A better explanation is that because of the Time War, the Time Lords removed all limits on the number of possible regenerations in order to curb the death toll. If that's the case, the Doctor's got unlimited regenerations as well, which fixes the problem of having to end the series in three actors' time. Alternately, being turned into a human may have rebooted the Master's biology. Again this solves the Doctor's quandary as becoming a Time Lord again, means turning a human body (one life) into a fresh Time Lord body (on its first life). The Master does say he was "killed by an insect... a girl" which could be made to sound like he didn't know he was about to regenerate until the process started.
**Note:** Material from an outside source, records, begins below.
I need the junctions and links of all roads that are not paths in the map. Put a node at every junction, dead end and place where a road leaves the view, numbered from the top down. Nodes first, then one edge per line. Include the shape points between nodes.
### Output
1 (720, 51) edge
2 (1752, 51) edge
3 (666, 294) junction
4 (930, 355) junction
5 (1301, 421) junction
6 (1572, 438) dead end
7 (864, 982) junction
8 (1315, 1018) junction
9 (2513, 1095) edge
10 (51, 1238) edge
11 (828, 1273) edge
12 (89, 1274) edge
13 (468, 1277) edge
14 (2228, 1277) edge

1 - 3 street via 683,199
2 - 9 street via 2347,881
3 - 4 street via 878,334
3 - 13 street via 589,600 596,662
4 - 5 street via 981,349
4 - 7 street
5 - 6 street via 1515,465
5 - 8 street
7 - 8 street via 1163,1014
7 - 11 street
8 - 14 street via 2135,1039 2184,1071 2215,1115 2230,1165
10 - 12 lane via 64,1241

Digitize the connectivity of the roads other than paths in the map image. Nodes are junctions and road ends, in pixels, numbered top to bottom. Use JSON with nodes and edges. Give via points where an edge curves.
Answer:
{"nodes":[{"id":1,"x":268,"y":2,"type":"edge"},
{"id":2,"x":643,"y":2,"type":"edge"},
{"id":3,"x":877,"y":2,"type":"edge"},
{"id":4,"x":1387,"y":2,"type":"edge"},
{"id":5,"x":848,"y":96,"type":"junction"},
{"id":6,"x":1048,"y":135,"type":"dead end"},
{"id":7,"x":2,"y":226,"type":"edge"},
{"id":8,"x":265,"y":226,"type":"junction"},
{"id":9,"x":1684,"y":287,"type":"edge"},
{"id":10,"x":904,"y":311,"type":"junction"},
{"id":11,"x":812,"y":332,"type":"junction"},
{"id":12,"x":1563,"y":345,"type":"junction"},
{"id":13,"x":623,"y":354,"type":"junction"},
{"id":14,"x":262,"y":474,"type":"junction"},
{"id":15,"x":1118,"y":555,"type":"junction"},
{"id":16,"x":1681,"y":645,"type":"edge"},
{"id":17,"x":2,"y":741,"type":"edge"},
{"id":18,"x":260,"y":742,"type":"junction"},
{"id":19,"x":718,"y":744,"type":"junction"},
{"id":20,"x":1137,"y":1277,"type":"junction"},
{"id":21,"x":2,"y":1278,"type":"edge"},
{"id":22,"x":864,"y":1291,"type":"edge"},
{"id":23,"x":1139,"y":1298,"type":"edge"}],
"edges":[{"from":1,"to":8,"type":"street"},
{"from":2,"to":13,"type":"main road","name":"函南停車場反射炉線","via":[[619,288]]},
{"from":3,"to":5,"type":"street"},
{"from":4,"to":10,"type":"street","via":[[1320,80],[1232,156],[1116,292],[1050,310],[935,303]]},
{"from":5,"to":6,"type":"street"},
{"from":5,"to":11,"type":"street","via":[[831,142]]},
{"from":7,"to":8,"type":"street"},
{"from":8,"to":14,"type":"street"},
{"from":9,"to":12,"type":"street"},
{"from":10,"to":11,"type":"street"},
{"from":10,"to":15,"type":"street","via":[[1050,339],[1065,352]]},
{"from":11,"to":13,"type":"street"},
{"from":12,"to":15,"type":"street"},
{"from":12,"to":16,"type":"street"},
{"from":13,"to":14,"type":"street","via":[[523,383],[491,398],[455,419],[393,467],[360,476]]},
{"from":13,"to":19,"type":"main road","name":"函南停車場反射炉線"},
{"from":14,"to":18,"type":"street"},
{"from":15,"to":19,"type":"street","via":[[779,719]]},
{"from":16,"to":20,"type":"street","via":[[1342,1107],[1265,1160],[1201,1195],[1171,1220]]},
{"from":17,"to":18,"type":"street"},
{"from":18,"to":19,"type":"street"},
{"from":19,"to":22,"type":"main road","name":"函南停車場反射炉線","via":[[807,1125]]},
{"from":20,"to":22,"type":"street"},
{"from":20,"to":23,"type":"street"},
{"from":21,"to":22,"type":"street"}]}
Apparently, the whole thing will be explained in the next episode with a single line. Can't wait to see how right or wrong I was, but the last two solutions could take only one line.
 

Other thoughts on Utopia: 
-Though it is perhaps unlikely that anyone would still be alive in the entropic universe at the end of time, I really liked how they described its "geography". The Silver Devastation and the Black Matter Reefs are really evocative names.
-The reason why the Doctor is so antagonistic towards Jack all of a sudden is that he is a "fact", a fixed point in history. That seems a little odd, since there's more to probabilities than whether you live or die, isn't there? An interesting idea, but not sure how much water it holds. Perhaps the TARDIS works on improbability (a Hitchhiker's Guide kind of idea), so that avoiding Jack is something similar to "we're part of events". Still, it was fun to see Jack charismatically introducing himself to people again.
-I'm pretty sure his bracelet can be repaired by the Doctor and will be used to get back to the 21st century.
-The Ghost of Rose: We knew she'd come up again with a vengeance, what with Captain Jack sure to ask about her. Jack as her stalker growing up is... somewhat disturbing, isn't it?
-Scene I could have done without: Jack riding the TARDIS is such a strong image, I wish they'd just put the sting right there and let the opening roll. (Hey, John Barrowman got credited in the opener!) The bit of business with the future kind's teeth took the bite out of it (yeah, yeah, pun intended, so sue me).
-Favorite line: "Was someone kissing me?" Aww, you missed it, Jack. (I will not dignify "And you lot are... blogging!" with a response.)
-Did you notice? You can hear Delgado deliver a line when Yana's watch is whispering sweet nothings into his mind. Are there other Masters in there? Maybe Ainley's cackling?

One thing's for sure: Next week is gonna be HAWT!

Comments

Steve Flanagan said…
As a whole, I thought that Utopia had some great character business, stuck into an episode of Blake's 7 (they did "the last few civilised people surrounded by Mad Max gangs" time and again, and one variation even included Avon launching a rocket Ark).

On the pre-credits: they couldn't really have cut straight from Jack hanging on to the TARDIS in the vortex to the title sequence, because that is another vortex scene. It would neither have matched nor flowed. And when the TARDIS came into view again, children everywhere would have been asking, "Dad, has Captain Jack fallen off?"

As it was, I know of a few who were asking, "So who's this Master, then?"
Steve Flanagan said…
I forgot to mention: one very good thing about this episode was the return of the real Captain Jack Harkness, not the angsty imposter ho hangs around in Torchwood.
Siskoid said…
Yes. There's totally a difference in characterization. I hope to write an essay on it soon enough (that's what I was preparing for before the twist).

As for the credits sequence, well, why NOT have Jack hanging on? That would have been some COOL. :) But you're right of course.